- RECORDS FOR THE TASK

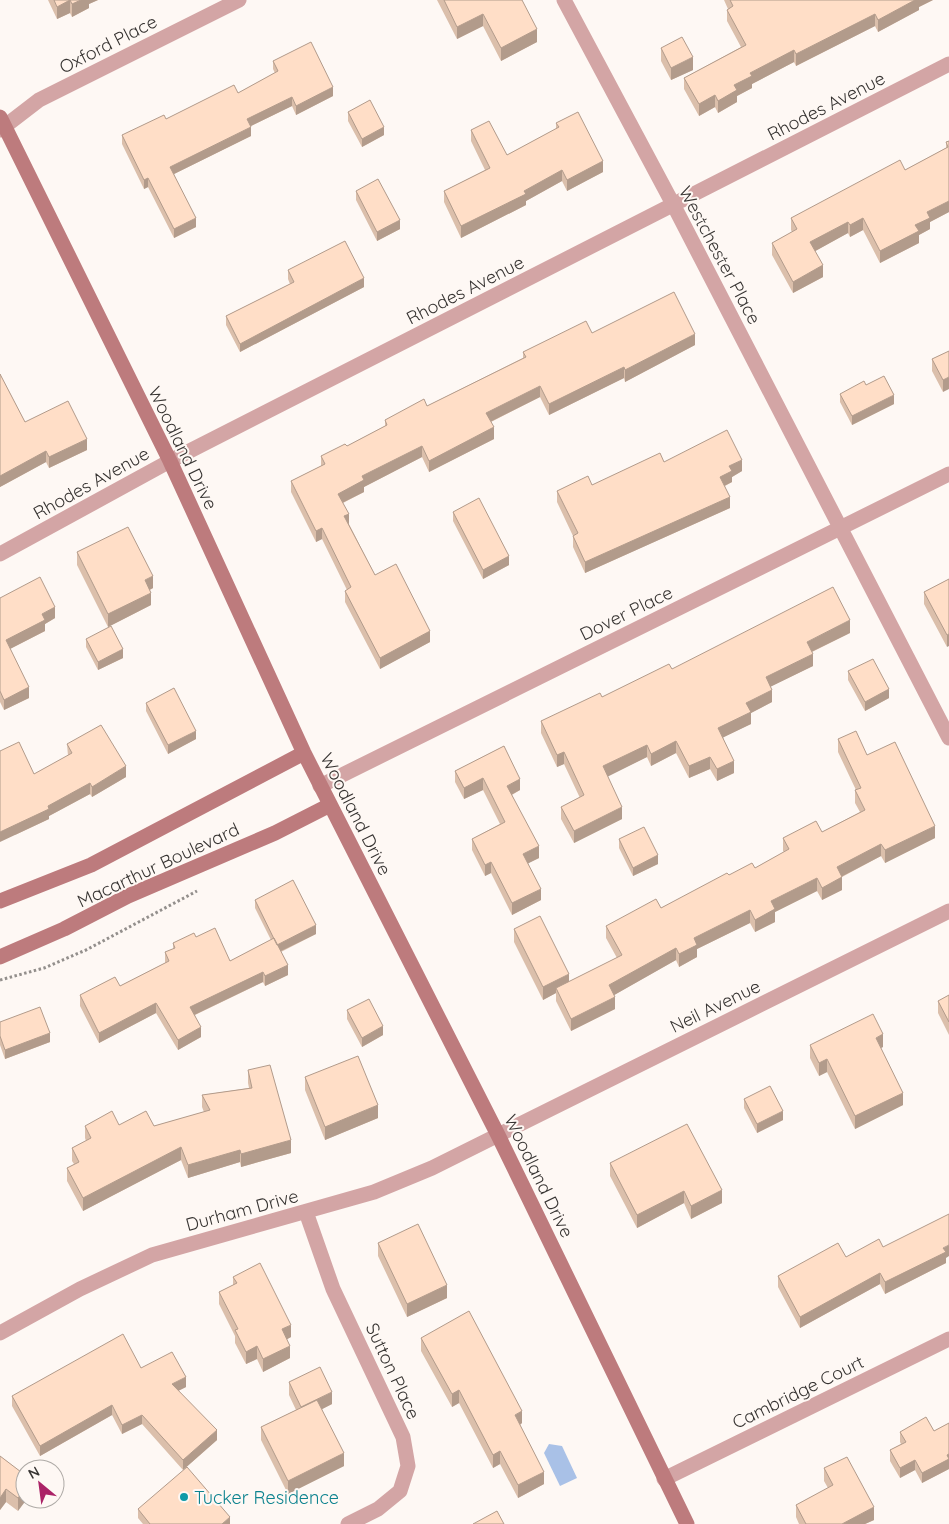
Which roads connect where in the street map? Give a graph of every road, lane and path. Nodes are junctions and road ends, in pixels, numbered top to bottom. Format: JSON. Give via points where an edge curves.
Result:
{"nodes":[{"id":1,"x":239,"y":0,"type":"edge"},
{"id":2,"x":564,"y":0,"type":"edge"},
{"id":3,"x":949,"y":64,"type":"edge"},
{"id":4,"x":2,"y":125,"type":"edge"},
{"id":5,"x":674,"y":206,"type":"junction"},
{"id":6,"x":170,"y":461,"type":"junction"},
{"id":7,"x":949,"y":474,"type":"edge"},
{"id":8,"x":841,"y":528,"type":"junction"},
{"id":9,"x":0,"y":554,"type":"edge"},
{"id":10,"x":949,"y":738,"type":"edge"},
{"id":11,"x":304,"y":754,"type":"junction"},
{"id":12,"x":320,"y":786,"type":"junction"},
{"id":13,"x":330,"y":805,"type":"junction"},
{"id":14,"x":203,"y":888,"type":"dead end"},
{"id":15,"x":0,"y":901,"type":"edge"},
{"id":16,"x":949,"y":911,"type":"edge"},
{"id":17,"x":0,"y":957,"type":"edge"},
{"id":18,"x":0,"y":980,"type":"edge"},
{"id":19,"x":498,"y":1135,"type":"junction"},
{"id":20,"x":306,"y":1212,"type":"junction"},
{"id":21,"x":0,"y":1333,"type":"edge"},
{"id":22,"x":949,"y":1339,"type":"edge"},
{"id":23,"x":664,"y":1479,"type":"junction"},
{"id":24,"x":348,"y":1524,"type":"edge"},
{"id":25,"x":687,"y":1524,"type":"edge"}],
"edges":[{"from":1,"to":4,"type":"street","name":"Oxford Place","via":[[39,100]]},
{"from":2,"to":5,"type":"street","name":"Westchester Place"},
{"from":3,"to":5,"type":"street","name":"Rhodes Avenue"},
{"from":4,"to":6,"type":"main road","name":"Woodland Drive"},
{"from":5,"to":6,"type":"street","name":"Rhodes Avenue"},
{"from":5,"to":8,"type":"street","name":"Westchester Place"},
{"from":6,"to":9,"type":"street","name":"Rhodes Avenue"},
{"from":6,"to":11,"type":"main road","name":"Woodland Drive"},
{"from":7,"to":8,"type":"street","name":"Dover Place"},
{"from":8,"to":10,"type":"street","name":"Westchester Place"},
{"from":8,"to":12,"type":"street","name":"Dover Place"},
{"from":11,"to":12,"type":"main road","name":"Woodland Drive"},
{"from":11,"to":15,"type":"main road","name":"Macarthur Boulevard","via":[[91,865]]},
{"from":12,"to":13,"type":"main road","name":"Woodland Drive"},
{"from":13,"to":17,"type":"main road","name":"Macarthur Boulevard"},
{"from":13,"to":19,"type":"main road","name":"Woodland Drive"},
{"from":14,"to":18,"type":"path","via":[[86,950],[44,968]]},
{"from":16,"to":19,"type":"street","name":"Neil Avenue"},
{"from":19,"to":20,"type":"street","name":"Durham Drive","via":[[382,1189]]},
{"from":19,"to":23,"type":"main road","name":"Woodland Drive"},
{"from":20,"to":21,"type":"street","name":"Durham Drive","via":[[152,1255],[80,1288]]},
{"from":20,"to":24,"type":"street","name":"Sutton Place","via":[[333,1288],[403,1437],[408,1466],[400,1491],[378,1509]]},
{"from":22,"to":23,"type":"street","name":"Cambridge Court"},
{"from":23,"to":25,"type":"main road","name":"Woodland Drive"}]}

- DIRECTIONS FOR THIS TASK
Your job is to return all lines above that hold the word "path".

- ANSWER
Which roads connect where in the street map? Give a graph of every road, lane and path. Nodes are junctions and road ends, in pixels, numbered top to bottom. Format: JSON. Give via points where an edge curves.
{"from":14,"to":18,"type":"path","via":[[86,950],[44,968]]},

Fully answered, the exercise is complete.